Multinomial logistic regression was used to study association studies. The results of this study identify the contribution of the selected biomarkers; using odds ratios and the associated confidence interval, it was found that subjects with increased levels of oxidative DNA damage and cell proliferation activity or a reduced level of antioxidant defense might be at higher risk of developing breast cancer.
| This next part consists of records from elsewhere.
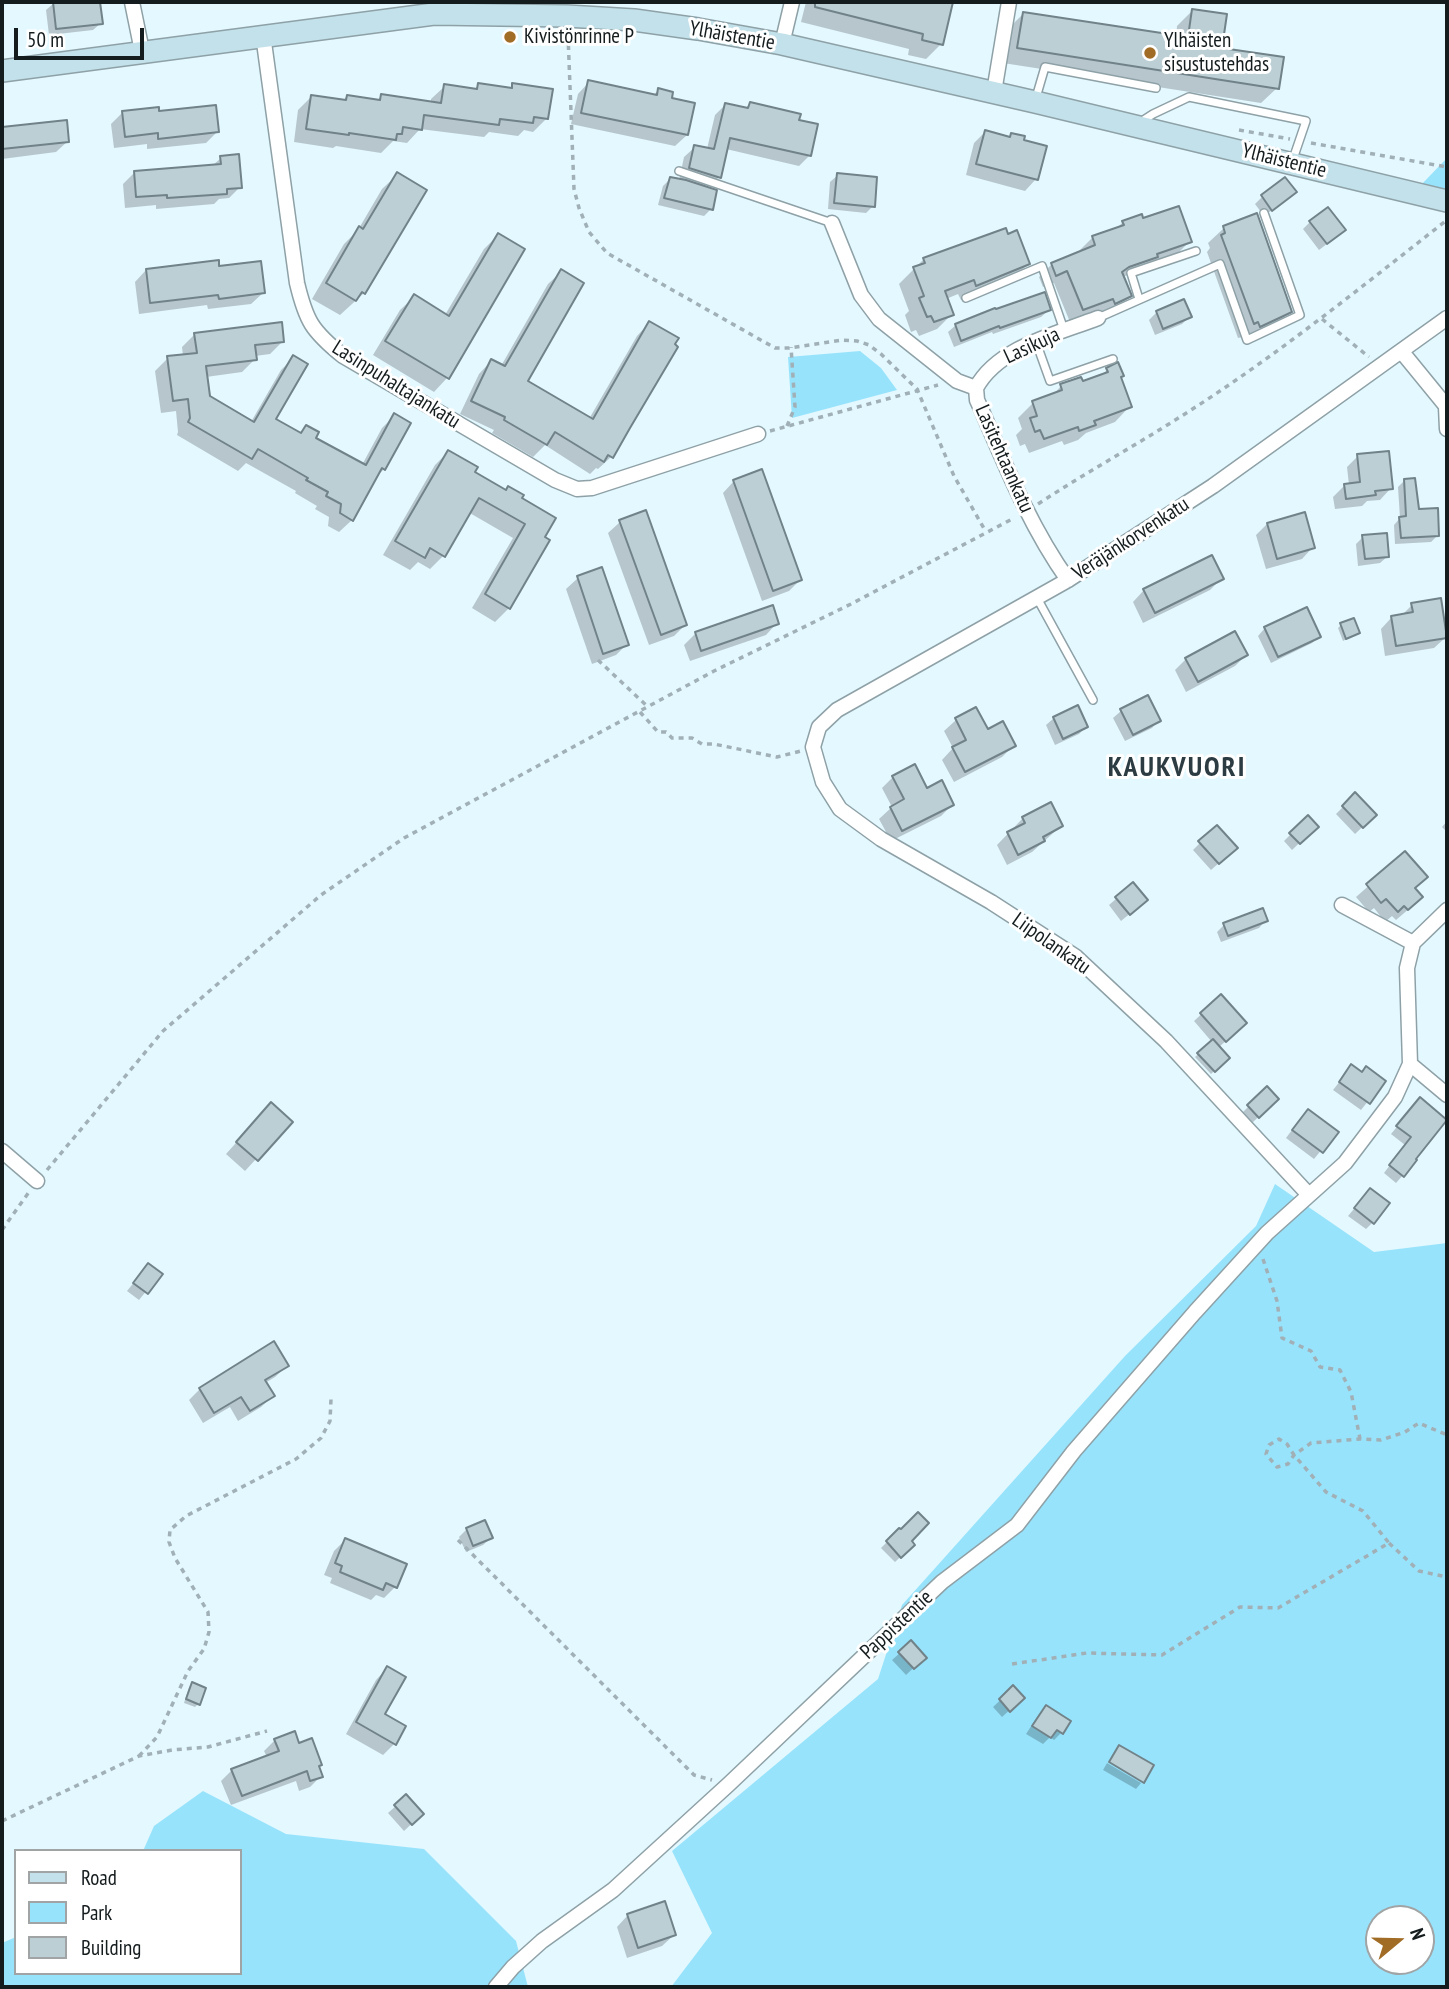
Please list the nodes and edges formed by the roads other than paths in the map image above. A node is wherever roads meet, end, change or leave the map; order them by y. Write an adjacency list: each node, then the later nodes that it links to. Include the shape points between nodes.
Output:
1 (132, 2): 7 (street)
2 (792, 2): 6 (street)
3 (1009, 2): 10 (street)
4 (435, 8): 5 (street, Ylhäistentie); 6 (street, Ylhäistentie, via 634,20)
5 (263, 36): 7 (street, Ylhäistentie); 30 (street, Lasinpuhaltajankatu, via 298,283 307,318 343,356 570,488 592,488)
6 (782, 44): 10 (street, Ylhäistentie)
7 (142, 51): 8 (street, Ylhäistentie)
8 (2, 71)
9 (1156, 88): 11 (lane, via 1045,67)
10 (994, 92): 11 (street, Ylhäistentie)
11 (1035, 102): 12 (street, Ylhäistentie)
12 (1136, 126): 13 (street, Ylhäistentie); 13 (lane, via 1189,97 1306,121)
13 (1292, 163): 15 (street, Ylhäistentie)
14 (679, 171): 17 (lane)
15 (1447, 201)
16 (1264, 213): 20 (lane, via 1300,316 1247,340 1220,264)
17 (832, 223): 27 (street, Lasitehtaankatu, via 869,308 890,330 957,381)
18 (1196, 251): 20 (lane, via 1131,273)
19 (966, 298): 23 (lane, via 1042,266)
20 (1139, 299): 21 (lane)
21 (1098, 318): 23 (street, Lasikuja)
22 (1447, 318): 25 (street, Veräjänkorvenkatu)
23 (1064, 331): 24 (street, Lasikuja)
24 (1036, 342): 26 (lane, via 1050,381); 27 (street, Lasikuja, via 998,361)
25 (1402, 352): 28 (street); 31 (street, Veräjänkorvenkatu, via 1213,486)
26 (1113, 359)
27 (976, 388): 31 (street, Lasitehtaankatu, via 1026,512)
28 (1446, 407): 29 (street)
29 (1447, 429)
30 (758, 434)
31 (1068, 580): 32 (street, Veräjänkorvenkatu)
32 (1037, 597): 33 (lane); 34 (street, Veräjänkorvenkatu, via 837,710 819,727)
33 (1093, 700)
34 (813, 747): 42 (street, Liipolankatu, via 823,782 840,809 881,839 1076,957 1166,1041)
35 (1342, 905): 37 (street)
36 (1447, 910): 37 (street)
37 (1413, 943): 38 (street, via 1406,968)
38 (1410, 1064): 39 (street); 42 (street, Pappistentie, via 1395,1097 1371,1131 1345,1163)
39 (1447, 1096)
40 (2, 1151): 41 (street)
41 (37, 1181)
42 (1309, 1195): 43 (street, Pappistentie, via 1195,1312 1074,1451 1017,1525 942,1582 613,1890 542,1941)
43 (496, 1987)

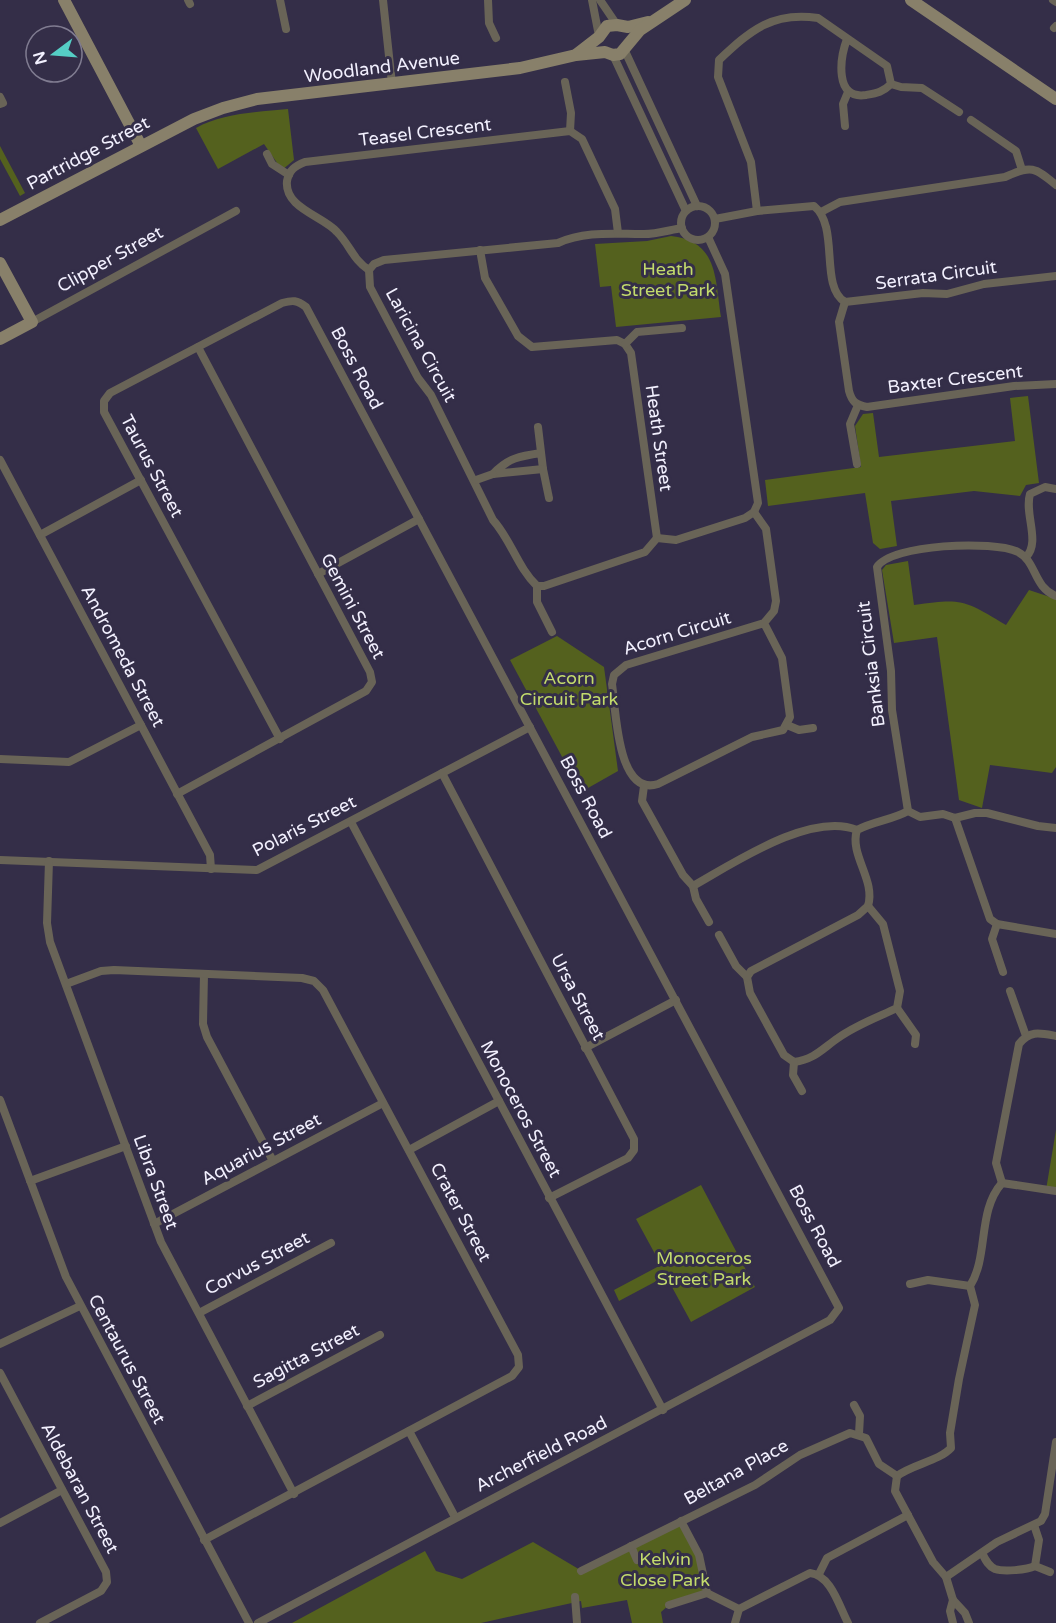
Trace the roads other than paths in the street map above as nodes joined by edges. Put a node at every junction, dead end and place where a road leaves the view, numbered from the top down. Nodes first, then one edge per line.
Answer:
1 (64, 0) edge
2 (280, 0) edge
3 (383, 0) edge
4 (488, 0) edge
5 (592, 0) edge
6 (600, 0) edge
7 (685, 0) edge
8 (911, 0) edge
9 (661, 16) junction
10 (618, 25) junction
11 (286, 29) dead end
12 (599, 36) junction
13 (496, 38) dead end
14 (848, 39) junction
15 (618, 50) junction
16 (576, 55) junction
17 (565, 82) dead end
18 (393, 84) junction
19 (891, 84) junction
20 (848, 92) junction
21 (1056, 99) edge
22 (958, 112) dead end
23 (194, 119) joint
24 (971, 120) dead end
25 (845, 126) dead end
26 (570, 131) junction
27 (141, 146) junction
28 (267, 154) dead end
29 (1022, 170) junction
30 (289, 175) junction
31 (1056, 185) edge
32 (698, 206) junction
33 (236, 211) dead end
34 (686, 211) junction
35 (757, 211) junction
36 (821, 212) junction
37 (715, 219) junction
38 (0, 220) edge
39 (682, 228) junction
40 (618, 233) junction
41 (708, 237) junction
42 (480, 250) junction
43 (0, 263) edge
44 (369, 270) junction
45 (1056, 276) edge
46 (298, 301) joint
47 (845, 302) junction
48 (32, 322) junction
49 (682, 328) dead end
50 (0, 339) edge
51 (625, 344) junction
52 (198, 347) junction
53 (1056, 384) edge
54 (858, 405) junction
55 (538, 427) dead end
56 (541, 453) junction
57 (0, 460) edge
58 (857, 464) dead end
59 (543, 469) junction
60 (494, 474) junction
61 (141, 480) junction
62 (476, 480) junction
63 (1056, 489) edge
64 (549, 498) dead end
65 (754, 512) junction
66 (419, 519) junction
67 (39, 535) junction
68 (657, 538) junction
69 (1026, 557) junction
70 (318, 574) junction
71 (537, 586) junction
72 (1056, 596) edge
73 (764, 623) junction
74 (552, 632) dead end
75 (141, 725) junction
76 (787, 725) junction
77 (530, 727) junction
78 (813, 728) dead end
79 (279, 739) junction
80 (0, 759) edge
81 (442, 774) junction
82 (644, 786) junction
83 (177, 794) junction
84 (908, 811) junction
85 (955, 818) junction
86 (351, 822) junction
87 (1056, 828) edge
88 (857, 830) junction
89 (0, 860) edge
90 (49, 861) junction
91 (211, 869) junction
92 (693, 886) junction
93 (868, 906) junction
94 (709, 922) dead end
95 (997, 924) junction
96 (719, 934) dead end
97 (1056, 934) edge
98 (1003, 972) dead end
99 (204, 974) junction
100 (747, 977) junction
101 (66, 984) junction
102 (1010, 991) dead end
103 (676, 1000) junction
104 (897, 1008) junction
105 (1026, 1036) junction
106 (1056, 1036) edge
107 (915, 1044) dead end
108 (585, 1048) junction
109 (794, 1062) junction
110 (802, 1091) dead end
111 (0, 1100) edge
112 (499, 1101) junction
113 (383, 1102) junction
114 (126, 1146) junction
115 (409, 1150) junction
116 (273, 1161) junction
117 (30, 1182) junction
118 (1002, 1183) junction
119 (1056, 1191) edge
120 (549, 1198) junction
121 (154, 1224) junction
122 (331, 1243) dead end
123 (910, 1284) dead end
124 (970, 1286) junction
125 (80, 1306) junction
126 (838, 1312) joint
127 (199, 1313) junction
128 (380, 1335) dead end
129 (0, 1344) edge
130 (0, 1373) edge
131 (855, 1405) dead end
132 (247, 1406) junction
133 (663, 1410) junction
134 (409, 1431) junction
135 (859, 1434) junction
136 (1056, 1442) edge
137 (897, 1476) junction
138 (62, 1490) junction
139 (294, 1494) junction
140 (908, 1515) junction
141 (456, 1517) junction
142 (681, 1521) junction
143 (0, 1524) edge
144 (1034, 1525) junction
145 (204, 1540) junction
146 (631, 1546) junction
147 (982, 1553) junction
148 (638, 1560) dead end
149 (1035, 1566) junction
150 (582, 1571) dead end
151 (1050, 1572) dead end
152 (819, 1574) junction
153 (946, 1577) junction
154 (707, 1593) junction
155 (575, 1597) dead end
156 (953, 1600) junction
157 (669, 1605) dead end
158 (739, 1609) junction
159 (40, 1623) edge
160 (249, 1623) edge
161 (258, 1623) edge
162 (577, 1623) edge
163 (735, 1623) edge
164 (848, 1623) edge
165 (954, 1623) edge
166 (969, 1623) edge

1 - 27 street
2 - 11 street
3 - 18 street
4 - 13 street
5 - 12 street
6 - 10 street
7 - 9 street, Woodland Avenue
8 - 21 street
9 - 10 street, Woodland Avenue
9 - 15 street, Woodland Avenue
10 - 12 street, Woodland Avenue
10 - 15 street
12 - 15 street
12 - 16 street, Woodland Avenue
14 - 19 street
14 - 20 street
14 - 35 street
15 - 16 street, Woodland Avenue
15 - 32 street
15 - 34 street
16 - 18 street, Woodland Avenue
17 - 26 street
18 - 23 street, Woodland Avenue
19 - 20 street
19 - 22 street
20 - 25 street
23 - 27 street, Partridge Street
24 - 29 street
26 - 30 street, Teasel Crescent
26 - 40 street
27 - 38 street, Partridge Street
28 - 30 street
29 - 31 street
29 - 36 street
30 - 44 street
32 - 34 street
32 - 37 street
33 - 48 street, Clipper Street
34 - 39 street
35 - 36 street
35 - 37 street
36 - 47 street
37 - 41 street
39 - 40 street, Laricina Circuit
39 - 41 street
40 - 42 street, Laricina Circuit
41 - 65 street
42 - 44 street, Laricina Circuit
42 - 51 street
43 - 48 street
44 - 62 street, Laricina Circuit
45 - 47 street, Serrata Circuit
46 - 52 street, Taurus Street
46 - 66 street, Boss Road
47 - 54 street
48 - 50 street, Clipper Street
49 - 51 street
51 - 68 street, Heath Street
52 - 61 street, Taurus Street
52 - 70 street, Gemini Street
53 - 54 street, Baxter Crescent
54 - 58 street
55 - 56 street
56 - 59 street
56 - 60 street
57 - 67 street, Andromeda Street
59 - 60 street
59 - 64 street
60 - 62 street
61 - 67 street
61 - 79 street, Taurus Street
62 - 71 street, Laricina Circuit
63 - 69 street
65 - 68 street
65 - 73 street
66 - 70 street
66 - 77 street, Boss Road
67 - 75 street, Andromeda Street
68 - 71 street
69 - 72 street
69 - 84 street, Banksia Circuit
70 - 79 street, Gemini Street
71 - 74 street, Laricina Circuit
73 - 76 street
73 - 82 street, Acorn Circuit
75 - 80 street
75 - 83 street, Andromeda Street
76 - 78 street
76 - 82 street
77 - 81 street, Polaris Street
77 - 103 street, Boss Road
79 - 83 street, Gemini Street
81 - 86 street, Polaris Street
81 - 108 street, Ursa Street
82 - 92 street, Acorn Circuit
83 - 91 street, Andromeda Street
84 - 85 street
84 - 88 street
85 - 87 street
85 - 95 street
86 - 91 street, Polaris Street
86 - 112 street, Monoceros Street
88 - 92 street
88 - 93 street
89 - 90 street, Polaris Street
90 - 91 street, Polaris Street
90 - 101 street, Libra Street
92 - 94 street, Acorn Circuit
93 - 100 street
93 - 104 street
95 - 97 street
95 - 98 street
96 - 100 street
99 - 101 street, Crater Street
99 - 113 street, Crater Street
99 - 116 street
100 - 109 street
101 - 114 street, Libra Street
102 - 105 street
103 - 108 street
103 - 126 street, Boss Road
104 - 107 street
104 - 109 street
105 - 106 street
105 - 118 street
108 - 120 street, Ursa Street
109 - 110 street
111 - 117 street, Centaurus Street
112 - 115 street
112 - 120 street, Monoceros Street
113 - 115 street, Crater Street
113 - 116 street, Aquarius Street
114 - 117 street
114 - 121 street, Libra Street
115 - 134 street, Crater Street
116 - 121 street, Aquarius Street
117 - 125 street, Centaurus Street
118 - 119 street
118 - 124 street
120 - 133 street, Monoceros Street
121 - 127 street, Libra Street
122 - 127 street, Corvus Street
123 - 124 street
124 - 137 street
125 - 129 street
125 - 145 street, Centaurus Street
126 - 133 street, Archerfield Road
127 - 132 street, Libra Street
128 - 132 street, Sagitta Street
130 - 138 street, Aldebaran Street
131 - 135 street
132 - 139 street, Libra Street
133 - 141 street, Archerfield Road
134 - 139 street, Crater Street
134 - 141 street
135 - 137 street
135 - 142 street, Beltana Place
136 - 144 street
137 - 140 street
138 - 143 street
138 - 159 street, Aldebaran Street
139 - 145 street, Crater Street
140 - 152 street
140 - 153 street
141 - 161 street, Archerfield Road
142 - 146 street, Beltana Place
142 - 154 street
144 - 147 street
144 - 149 street
145 - 160 street, Centaurus Street
146 - 148 street
146 - 150 street, Beltana Place
147 - 149 street
147 - 153 street
149 - 151 street
152 - 158 street
152 - 164 street
153 - 156 street
154 - 157 street
154 - 158 street
155 - 162 street
156 - 165 street
156 - 166 street
158 - 163 street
Taken together, these findings reveal an alteration in the tumor microenvironment due to changes in DNA damage markers and antioxidant levels. Despite the exciting advances in the field of free radical research, such applications need to be further investigated on a larger sample and in follow-up cases. Moreover, the involvement of oxidative stress in the pathogenesis of other human disorders, including various chronic malignancies, limits its usefulness as a screening tool. One of the various challenges in this field is how oxidative stress-induced cancer-related signaling pathways can be targeted for drug development. These findings provide a scientific basis for designing a treatment modality along with antioxidants supplementation; however, it cannot be generalized due to the heterogeneity and the different body requirements of every individual.